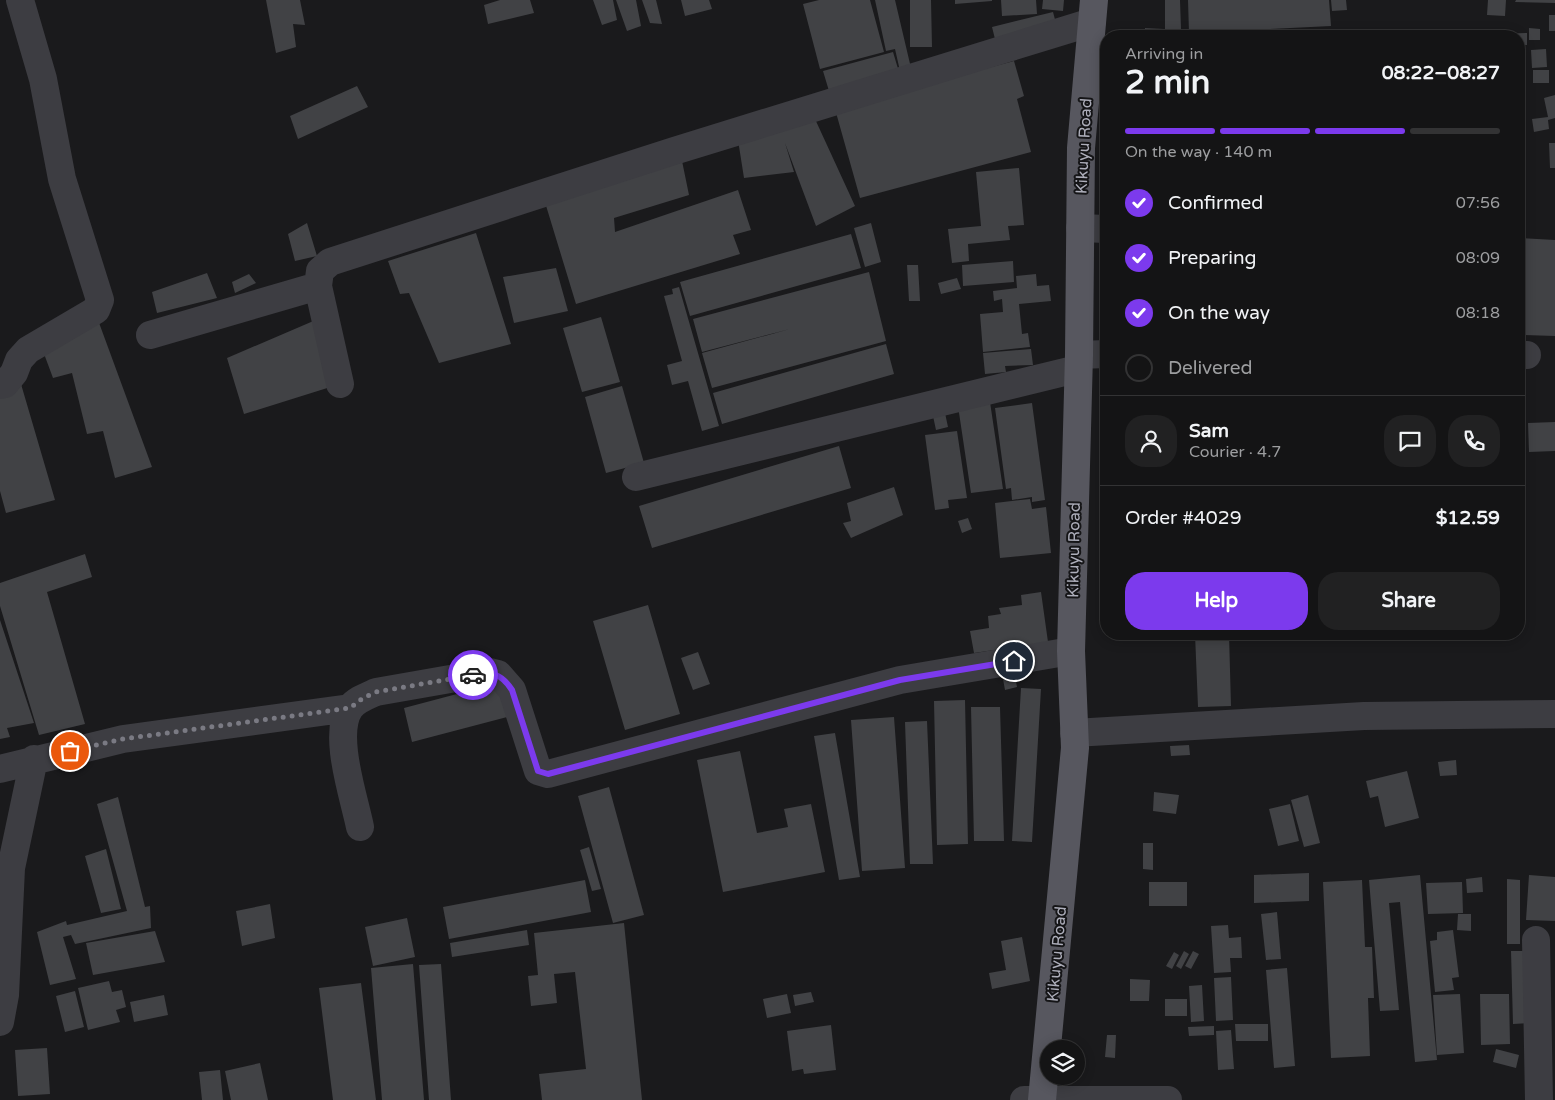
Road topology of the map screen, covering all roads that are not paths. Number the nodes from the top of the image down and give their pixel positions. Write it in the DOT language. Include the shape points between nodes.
graph roads {
  1 [pos="20,0"];
  2 [pos="1093,11"];
  3 [pos="1093,228"];
  4 [pos="318,286"];
  5 [pos="150,335"];
  6 [pos="1100,356"];
  7 [pos="1078,362"];
  8 [pos="340,384"];
  9 [pos="0,385"];
  10 [pos="636,477"];
  11 [pos="1071,651"];
  12 [pos="350,708"];
  13 [pos="1555,714"];
  14 [pos="1074,733"];
  15 [pos="34,759"];
  16 [pos="0,769"];
  17 [pos="360,826"];
  18 [pos="1536,940"];
  19 [pos="0,1022"];
  20 [pos="1036,1100"];
  21 [pos="1168,1100"];
  22 [pos="1539,1100"];
  1 -- 9 [label="street" via="43,79 62,179 100,300 96,310 28,350 14,372"];
  2 -- 3 [label="main road, Kikuyu Road" via="1081,148"];
  2 -- 4 [label="street" via="330,262 320,271"];
  3 -- 7 [label="main road, Kikuyu Road"];
  4 -- 5 [label="street"];
  4 -- 8 [label="street"];
  6 -- 7 [label="street"];
  7 -- 10 [label="street"];
  7 -- 11 [label="main road, Kikuyu Road"];
  11 -- 12 [label="street" via="900,680 548,774 538,771 512,690 498,674 490,672 376,692"];
  11 -- 14 [label="main road, Kikuyu Road"];
  12 -- 15 [label="street" via="123,739"];
  12 -- 17 [label="street" via="344,721 342,742"];
  13 -- 14 [label="street" via="1364,716"];
  14 -- 20 [label="main road, Kikuyu Road" via="1075,748"];
  15 -- 16 [label="street"];
  15 -- 19 [label="street" via="11,868 5,995"];
  18 -- 22 [label="street"];
  20 -- 21 [label="street"];
}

++++++

Activity:
Each line containing the word "main" must be pulled from the listing and copied.

Exercise output:
  2 -- 3 [label="main road, Kikuyu Road" via="1081,148"];
  3 -- 7 [label="main road, Kikuyu Road"];
  7 -- 11 [label="main road, Kikuyu Road"];
  11 -- 14 [label="main road, Kikuyu Road"];
  14 -- 20 [label="main road, Kikuyu Road" via="1075,748"];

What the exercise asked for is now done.